St Saviour is in the east of the island of Jersey. It borders Trinity, St Martin, Grouville, St Clement and St Helier. The south of the parish is a highly urbanised part of town, focused around Georgetown and Five Oaks. The area in the south is known as Georgetown, Plat Douet and Longueville. It is near Howard Davis Park and has a short piece of coastline, the only one in the parish. It is also home to the Rue des Près Trading Estate. The Five Oaks area is home to many schools and suburban housing for St Helier. The remainder of the parish is largely rural, save for a few small developments such as Maufant Village (split between St Saviour and St Martin) and the houses near Queen's Valley Reservoir. The Grands Vaux reservoir runs along the border of St Saviour and St Helier.

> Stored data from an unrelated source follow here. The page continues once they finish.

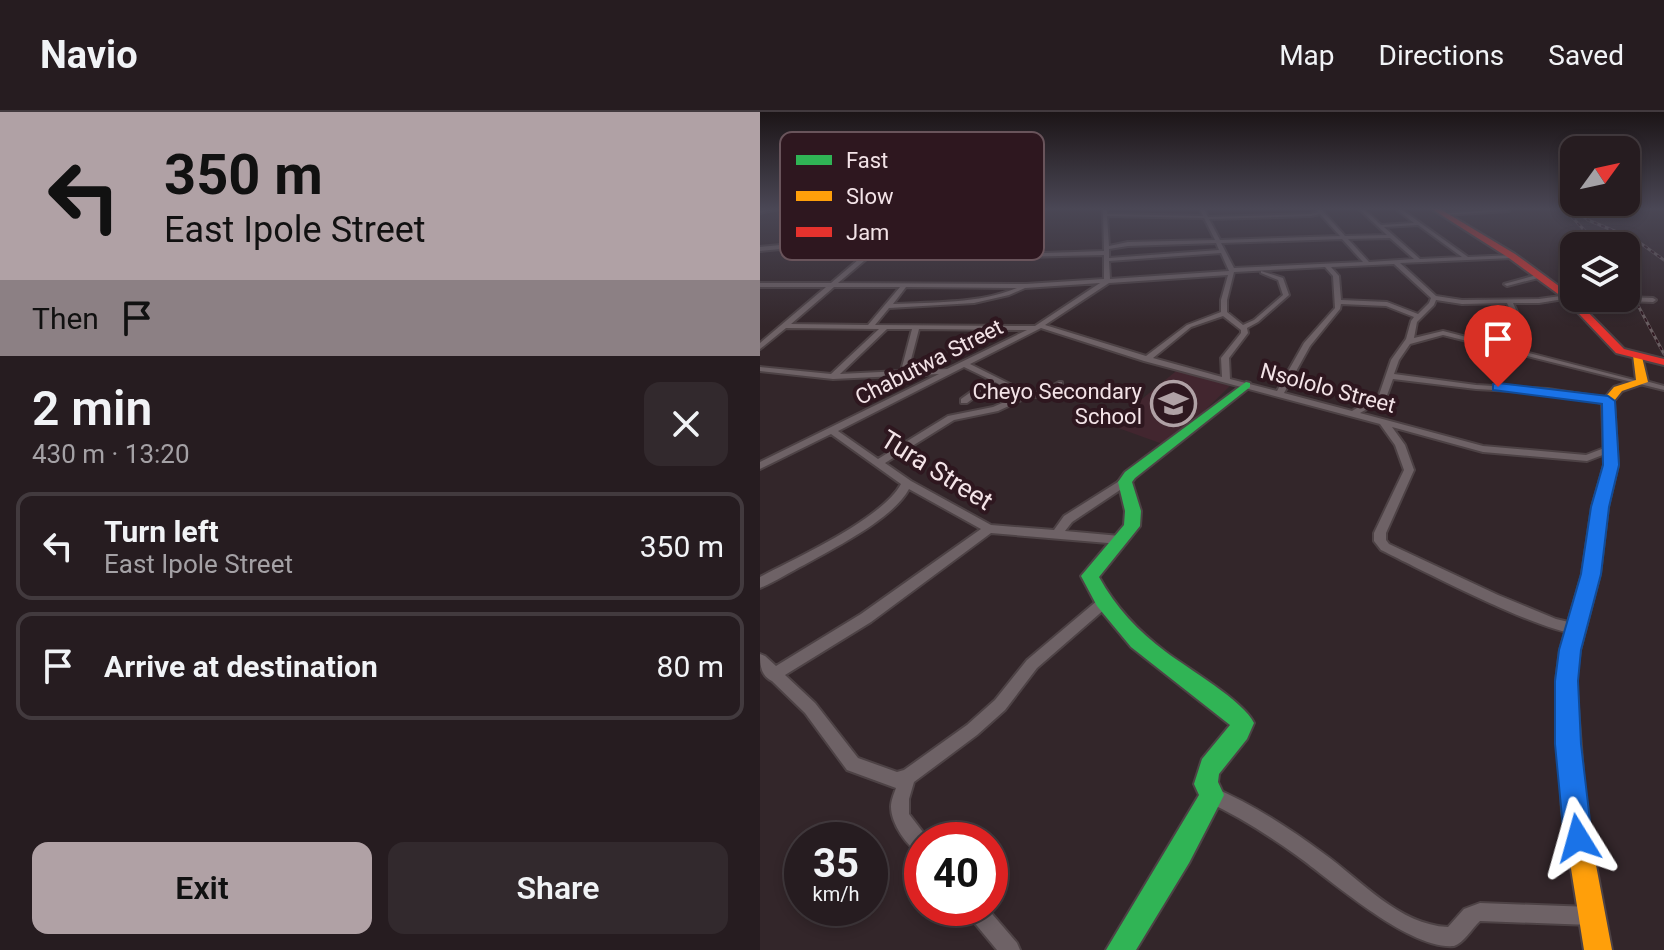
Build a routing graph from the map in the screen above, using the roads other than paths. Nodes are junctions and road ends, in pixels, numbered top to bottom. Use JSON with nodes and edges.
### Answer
{"nodes":[{"id":1,"x":1112,"y":248,"type":"edge"},
{"id":2,"x":1222,"y":248,"type":"edge"},
{"id":3,"x":1355,"y":248,"type":"edge"},
{"id":4,"x":1405,"y":248,"type":"edge"},
{"id":5,"x":1452,"y":248,"type":"edge"},
{"id":6,"x":1499,"y":248,"type":"edge"},
{"id":7,"x":1105,"y":251,"type":"junction"},
{"id":8,"x":1223,"y":251,"type":"junction"},
{"id":9,"x":1044,"y":253,"type":"edge"},
{"id":10,"x":1512,"y":256,"type":"junction"},
{"id":11,"x":1467,"y":258,"type":"junction"},
{"id":12,"x":861,"y":260,"type":"edge"},
{"id":13,"x":1418,"y":260,"type":"junction"},
{"id":14,"x":1394,"y":261,"type":"junction"},
{"id":15,"x":1367,"y":263,"type":"junction"},
{"id":16,"x":1326,"y":265,"type":"junction"},
{"id":17,"x":1232,"y":272,"type":"junction"},
{"id":18,"x":1540,"y":276,"type":"junction"},
{"id":19,"x":1107,"y":281,"type":"junction"},
{"id":20,"x":1507,"y":284,"type":"dead end"},
{"id":21,"x":760,"y":285,"type":"edge"},
{"id":22,"x":832,"y":285,"type":"junction"},
{"id":23,"x":1026,"y":286,"type":"junction"},
{"id":24,"x":903,"y":288,"type":"junction"},
{"id":25,"x":1560,"y":290,"type":"edge"},
{"id":26,"x":1434,"y":298,"type":"junction"},
{"id":27,"x":1560,"y":299,"type":"edge"},
{"id":28,"x":1640,"y":300,"type":"edge"},
{"id":29,"x":1653,"y":300,"type":"dead end"},
{"id":30,"x":1509,"y":301,"type":"junction"},
{"id":31,"x":1340,"y":302,"type":"junction"},
{"id":32,"x":888,"y":306,"type":"junction"},
{"id":33,"x":1583,"y":312,"type":"edge"},
{"id":34,"x":1224,"y":313,"type":"junction"},
{"id":35,"x":1418,"y":316,"type":"junction"},
{"id":36,"x":783,"y":326,"type":"junction"},
{"id":37,"x":870,"y":326,"type":"junction"},
{"id":38,"x":885,"y":327,"type":"junction"},
{"id":39,"x":1037,"y":327,"type":"junction"},
{"id":40,"x":1243,"y":327,"type":"junction"},
{"id":41,"x":916,"y":328,"type":"junction"},
{"id":42,"x":1510,"y":340,"type":"dead end"},
{"id":43,"x":1408,"y":342,"type":"junction"},
{"id":44,"x":760,"y":347,"type":"edge"},
{"id":45,"x":1637,"y":357,"type":"junction"},
{"id":46,"x":1147,"y":359,"type":"junction"},
{"id":47,"x":1664,"y":362,"type":"edge"},
{"id":48,"x":966,"y":365,"type":"junction"},
{"id":49,"x":760,"y":369,"type":"edge"},
{"id":50,"x":954,"y":370,"type":"junction"},
{"id":51,"x":904,"y":373,"type":"junction"},
{"id":52,"x":1390,"y":376,"type":"junction"},
{"id":53,"x":833,"y":377,"type":"junction"},
{"id":54,"x":995,"y":379,"type":"junction"},
{"id":55,"x":1226,"y":380,"type":"junction"},
{"id":56,"x":1638,"y":382,"type":"junction"},
{"id":57,"x":1059,"y":384,"type":"dead end"},
{"id":58,"x":1246,"y":385,"type":"junction"},
{"id":59,"x":1664,"y":388,"type":"edge"},
{"id":60,"x":1280,"y":393,"type":"junction"},
{"id":61,"x":1027,"y":395,"type":"junction"},
{"id":62,"x":964,"y":401,"type":"dead end"},
{"id":63,"x":1608,"y":401,"type":"junction"},
{"id":64,"x":1353,"y":414,"type":"junction"},
{"id":65,"x":1384,"y":423,"type":"junction"},
{"id":66,"x":832,"y":431,"type":"junction"},
{"id":67,"x":1610,"y":449,"type":"junction"},
{"id":68,"x":880,"y":462,"type":"junction"},
{"id":69,"x":760,"y":466,"type":"edge"},
{"id":70,"x":1125,"y":482,"type":"junction"},
{"id":71,"x":907,"y":483,"type":"junction"},
{"id":72,"x":989,"y":529,"type":"junction"},
{"id":73,"x":1057,"y":534,"type":"junction"},
{"id":74,"x":1120,"y":540,"type":"junction"},
{"id":75,"x":760,"y":583,"type":"edge"},
{"id":76,"x":1102,"y":604,"type":"junction"},
{"id":77,"x":1576,"y":629,"type":"junction"},
{"id":78,"x":760,"y":660,"type":"edge"},
{"id":79,"x":773,"y":675,"type":"junction"},
{"id":80,"x":908,"y":777,"type":"junction"},
{"id":81,"x":1212,"y":795,"type":"junction"},
{"id":82,"x":904,"y":824,"type":"edge"},
{"id":83,"x":1591,"y":916,"type":"junction"},
{"id":84,"x":990,"y":926,"type":"edge"},
{"id":85,"x":1010,"y":950,"type":"edge"},
{"id":86,"x":1120,"y":950,"type":"edge"},
{"id":87,"x":1598,"y":950,"type":"edge"}],
"edges":[{"from":1,"to":7,"type":"street"},
{"from":2,"to":8,"type":"street"},
{"from":3,"to":15,"type":"street"},
{"from":4,"to":13,"type":"street"},
{"from":5,"to":11,"type":"street"},
{"from":6,"to":10,"type":"street"},
{"from":7,"to":8,"type":"street"},
{"from":7,"to":9,"type":"street"},
{"from":7,"to":19,"type":"street"},
{"from":8,"to":17,"type":"street"},
{"from":10,"to":11,"type":"street"},
{"from":10,"to":18,"type":"street"},
{"from":11,"to":13,"type":"street"},
{"from":12,"to":22,"type":"street"},
{"from":13,"to":14,"type":"street"},
{"from":14,"to":15,"type":"street"},
{"from":14,"to":26,"type":"street"},
{"from":15,"to":16,"type":"street"},
{"from":16,"to":17,"type":"street"},
{"from":16,"to":31,"type":"street"},
{"from":17,"to":19,"type":"street"},
{"from":17,"to":34,"type":"street"},
{"from":17,"to":40,"type":"street"},
{"from":18,"to":20,"type":"street"},
{"from":18,"to":25,"type":"street"},
{"from":19,"to":23,"type":"street"},
{"from":19,"to":39,"type":"street","name":"Chabutwa Street"},
{"from":21,"to":22,"type":"street"},
{"from":22,"to":24,"type":"street"},
{"from":22,"to":36,"type":"street"},
{"from":23,"to":24,"type":"street"},
{"from":23,"to":32,"type":"street"},
{"from":24,"to":32,"type":"street"},
{"from":26,"to":30,"type":"street"},
{"from":26,"to":35,"type":"street"},
{"from":27,"to":30,"type":"street"},
{"from":28,"to":29,"type":"street"},
{"from":30,"to":42,"type":"street"},
{"from":31,"to":35,"type":"street"},
{"from":31,"to":60,"type":"street"},
{"from":32,"to":37,"type":"street"},
{"from":33,"to":45,"type":"street"},
{"from":34,"to":40,"type":"street"},
{"from":34,"to":46,"type":"street"},
{"from":35,"to":43,"type":"street"},
{"from":36,"to":37,"type":"street","name":"Nsololo Street"},
{"from":36,"to":44,"type":"street"},
{"from":37,"to":38,"type":"street","name":"Nsololo Street"},
{"from":38,"to":41,"type":"street","name":"Nsololo Street"},
{"from":38,"to":53,"type":"street"},
{"from":39,"to":41,"type":"street","name":"Nsololo Street"},
{"from":39,"to":46,"type":"street","name":"Nsololo Street"},
{"from":39,"to":48,"type":"street","name":"Chabutwa Street"},
{"from":40,"to":55,"type":"street"},
{"from":41,"to":51,"type":"street"},
{"from":43,"to":52,"type":"street"},
{"from":43,"to":56,"type":"street"},
{"from":45,"to":47,"type":"street"},
{"from":45,"to":56,"type":"street"},
{"from":46,"to":55,"type":"street","name":"Nsololo Street"},
{"from":48,"to":50,"type":"street","name":"Chabutwa Street"},
{"from":48,"to":54,"type":"street"},
{"from":49,"to":53,"type":"street"},
{"from":50,"to":51,"type":"street"},
{"from":50,"to":66,"type":"street","name":"Chabutwa Street"},
{"from":51,"to":53,"type":"street"},
{"from":52,"to":63,"type":"street"},
{"from":52,"to":64,"type":"street"},
{"from":54,"to":61,"type":"street"},
{"from":54,"to":62,"type":"street"},
{"from":55,"to":58,"type":"street","name":"Nsololo Street"},
{"from":56,"to":59,"type":"street"},
{"from":56,"to":63,"type":"street"},
{"from":57,"to":61,"type":"street"},
{"from":58,"to":60,"type":"street","name":"Nsololo Street"},
{"from":58,"to":70,"type":"street"},
{"from":60,"to":64,"type":"street","name":"Nsololo Street"},
{"from":61,"to":68,"type":"street"},
{"from":63,"to":67,"type":"street"},
{"from":64,"to":65,"type":"street","name":"Nsololo Street"},
{"from":65,"to":67,"type":"street","name":"Nsololo Street"},
{"from":65,"to":77,"type":"street"},
{"from":66,"to":68,"type":"street","name":"Tura Street"},
{"from":66,"to":69,"type":"street","name":"Chabutwa Street"},
{"from":67,"to":77,"type":"street"},
{"from":68,"to":71,"type":"street","name":"Tura Street"},
{"from":70,"to":73,"type":"street"},
{"from":70,"to":74,"type":"street"},
{"from":71,"to":72,"type":"street","name":"Tura Street"},
{"from":71,"to":75,"type":"street"},
{"from":72,"to":73,"type":"street","name":"Tura Street"},
{"from":72,"to":79,"type":"street"},
{"from":73,"to":74,"type":"street","name":"Tura Street"},
{"from":74,"to":76,"type":"street"},
{"from":76,"to":80,"type":"street"},
{"from":76,"to":81,"type":"street"},
{"from":77,"to":83,"type":"street"},
{"from":78,"to":79,"type":"street"},
{"from":79,"to":80,"type":"street"},
{"from":80,"to":82,"type":"street"},
{"from":81,"to":83,"type":"street"},
{"from":81,"to":86,"type":"street"},
{"from":83,"to":87,"type":"street"},
{"from":84,"to":85,"type":"street"}]}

In terms of transport, the parish has many main roads that run through the parish to connect to other parishes, such as La Grande Route de St Martin and Longueville Road. Part of the St Helier Ring Road is located within St Saviour. The parish does not have any green lanes. The parish's Connétable Sadie Le Sueur-Rennard said 'I can't see where we would have a green lane', although the parish has a large number of lanes (including lanes that border green lanes in St Martin).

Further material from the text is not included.